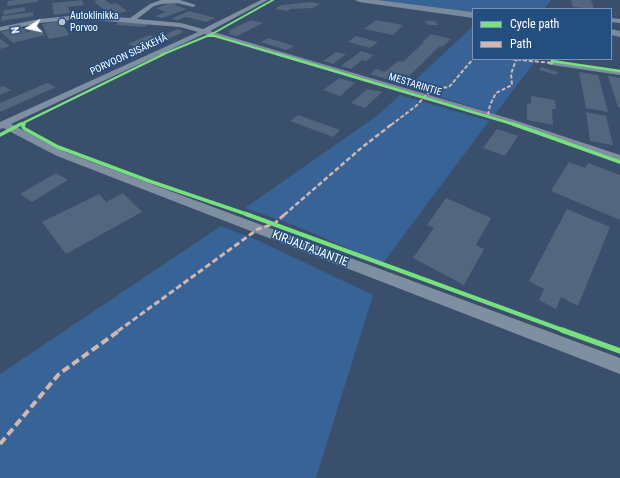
<!DOCTYPE html>
<html>
<head>
<meta charset="utf-8">
<style>
  body { margin:0 }
  #map { position:relative; width:620px; height:478px; overflow:hidden; background:#394f6b; font-family:"Roboto Condensed",sans-serif }
  canvas { display:block }
  .legend { position:absolute; left:472px; top:8px; width:140px; height:52px; box-sizing:border-box; background:#244d80; border:1px solid #7c94b3; margin:0; padding:5px 7px; list-style:none; font-size:12px; color:#fff }
  .legend li { display:flex; align-items:center; gap:8px; height:20px }
  .legend b { width:20px; border:1px solid #7c94b3 }
  .north { position:absolute; left:8px; top:8px; width:40px; height:40px; -webkit-text-stroke:3px #244d80; paint-order:stroke; rotate:260deg; font-size:11px; font-weight:700; line-height:16px; text-align:center; color:#fff }
  .north::after { content:''; display:block; margin:auto; width:14px; height:18px; background:#fff; clip-path:polygon(50% 0,100% 100%,50% 72%,0 100%) }
</style>
</head>
<body>
<div id="map">
<canvas width="620" height="478"></canvas>
<ul class="legend">
<li><b style="height:5px;background:#77e17e"></b>Cycle path</li>
<li><b style="height:5px;background:#d1b7ad"></b>Path</li>
</ul>
<div class="north">N</div>
</div>
<script>
const g = document.querySelector('canvas').getContext('2d');
g.lineJoin = 'round';
function fillPath(path, color) {
  g.fillStyle = color;
  g.fill(path, 'evenodd');
}
function toPath(rows) {
  const path = new Path2D();
  for (const r of rows) {
    path.moveTo(r[0], r[1]);
    for (let i = 2; i < r.length; i += 2) path.lineTo(r[i], r[i + 1]);
  }
  return path;
}
function trace(path, color, width, dash) {
  g.strokeStyle = color;
  g.lineWidth = width;
  g.lineCap = dash ? 'butt' : 'round';
  g.setLineDash(dash || []);
  g.stroke(path);
}
function drawText(font, color, halo, rows, align = 'center') {
  g.font = font + ' "Roboto Condensed",sans-serif';
  g.lineWidth = 3;
  g.setLineDash([]);
  g.textBaseline = 'middle';
  g.strokeStyle = halo;
  g.fillStyle = color;
  for (const [text, x, y, turn = 0] of rows) {
    g.save();
    g.translate(x, y);
    g.rotate((+turn || 0) * Math.PI / 180);
    g.textAlign = isNaN(turn) ? turn : align;
    if (halo) g.strokeText(text, 0, 0);
    g.fillText(text, 0, 0);
    g.restore();
  }
}
fillPath(toPath([
  [378,0,551,0,544,9,473,9,473,12],
  [473,26,473,59,537,59,495,114,408,87],
  [400,95,489,121,383,263,291,224,245,208,378,115],
  [221,226,259,241,373,295,316,478,0,478,0,374]
]), '#386397');
fillPath(toPath([
  [17,0,38,0,38,2,7,6,8,1],
  [82,0,84,5,68,7,70,13,54,15,52,3],
  [99,0,105,0,111,4,116,3,127,11,117,14,111,9,106,11,93,1],
  [571,0,591,0,594,9,573,7],
  [173,2,178,4,175,5,187,9,162,18,155,16,166,12,156,8],
  [312,2,320,4,313,8,291,9,288,11,275,9,281,5],
  [25,7,25,11,3,15,4,10],
  [189,11,215,18,206,22,186,17,177,20,171,19],
  [33,12,33,16,1,21,2,16],
  [67,20,68,22,62,23,69,35,49,39,42,24],
  [251,20,263,23,237,36,228,34,231,32,228,31],
  [376,20,403,25,393,35,364,29],
  [425,21,435,21,438,25,428,25],
  [118,22,148,24,145,27,115,25],
  [21,27,26,32,39,30,45,35,13,43,1,32],
  [177,29,183,31,181,33,145,50,128,44,149,35,159,38],
  [431,34,451,39,442,47,440,46,409,76,398,73,397,75,399,76,393,81,370,74,376,69,385,72,398,61,403,62,424,42,422,42],
  [356,36,378,42,370,48,348,42],
  [268,38,294,46,286,50,261,42],
  [0,39,10,46,0,49],
  [361,51,374,55,366,61,362,60,351,69,341,66],
  [336,52,346,54,333,64,323,61],
  [541,67,558,72,556,75,539,70],
  [579,72,598,75,608,112,586,108],
  [608,76,620,78,620,107,618,107],
  [339,78,355,83,340,96,323,90],
  [47,83,56,87,0,112,0,103],
  [3,86,11,90,0,95,0,87],
  [367,89,382,92,365,108,351,103],
  [531,96,555,100,556,109,552,109,553,125,527,120,527,103,531,104],
  [586,112,606,116,613,145,590,141],
  [298,115,340,130,333,137,290,121],
  [497,129,518,136,505,156,483,148],
  [569,162,585,168,588,163,620,175,620,220,551,191],
  [56,173,68,180,32,202,20,194],
  [123,193,142,212,66,254,42,222,99,194,106,202],
  [446,198,491,218,476,245,484,249,464,285,413,258,434,228,427,225],
  [567,209,610,227,578,306,561,297,556,309,539,300,544,289,529,281]
]), '#54667d');
fillPath(toPath([
  [161,0,180,0,196,5,193,7,177,3,162,4,154,6,137,19,181,23,203,29,261,0,268,0,210,31,511,119,620,155,620,162,505,123,204,34,11,124,65,152,620,358,620,374,57,156,3,128,0,129,0,122,198,32,180,27,79,19,40,23,0,31,0,27,40,19,79,15,130,18,150,4,161,0],
  [611,18,620,19,620,23,611,22,611,18],
  [549,61,620,71,620,75,552,65,549,65,549,61]
]), '#7f8ea1');
fillPath(toPath([
  [355,0,378,0,473,12,473,18,359,2,355,0],
  [611,29,620,31,620,37,611,35,611,29]
]), '#7a8a9d');
trace(toPath([
  [511,59,552,63],
  [488,115,490,105,496,93,512,85,511,74,516,60],
  [391,125,416,106,432,89,449,87,473,59]
]), '#d1b7ad', 2, [4, 2]);
trace(toPath([
  [284,215,360,149,392,124]
]), '#d1b7ad', 2.5, [5, 2.5]);
trace(toPath([
  [118,331,258,229,274,224,285,214]
]), '#d1b7ad', 3, [6, 3]);
trace(toPath([
  [0,444,59,374,120,330]
]), '#d1b7ad', 4, [8, 4]);
trace(toPath([
  [208,36,215,36,280,55],
  [161,55,212,34,273,0]
]), '#77e17e', 2);
trace(toPath([
  [277,54,516,125],
  [552,63,552,61,620,71],
  [19,125,164,54],
  [23,125,24,123]
]), '#77e17e', 2.5);
trace(toPath([
  [24,124,23,127,25,129,58,147,149,181,249,215],
  [513,124,620,162],
  [0,135,21,124]
]), '#77e17e', 3.5);
trace(toPath([
  [246,214,565,331]
]), '#77e17e', 4.5);
trace(toPath([
  [562,330,620,351]
]), '#77e17e', 5.5);
for (const [x, y, r, color] of [
  [62,22,4,"#bac1cb"]
]) {
  const dot = new Path2D();
  dot.arc(x, y, r, 0, 2 * Math.PI);
  g.fillStyle = color;
  g.fill(dot);
  trace(dot, '#244d80', 1.5);
}
drawText('10px', '#fff', '#244d80', [
  ["Autoklinikka",70,16],
  ["Porvoo",70,28]
], 'left');
drawText('10px', '#fff', '#244d80', [
  ["PORVOON SISÄKEHÄ",129,55,-25],
  ["MESTARINTIE",415,85,17]
]);
drawText('12px', '#fff', '#244d80', [
  ["KIRJALTAJANTIE",310,249,21]
]);
</script>
</body>
</html>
----
WHAT YOU HAVE TO DO
Locate the word "align" in the data above. Copy every line carrying it.

YOUR SOLUTION
  .legend li { display:flex; align-items:center; gap:8px; height:20px }
  .north { position:absolute; left:8px; top:8px; width:40px; height:40px; -webkit-text-stroke:3px #244d80; paint-order:stroke; rotate:260deg; font-size:11px; font-weight:700; line-height:16px; text-align:center; color:#fff }
function drawText(font, color, halo, rows, align = 'center') {
    g.textAlign = isNaN(turn) ? turn : align;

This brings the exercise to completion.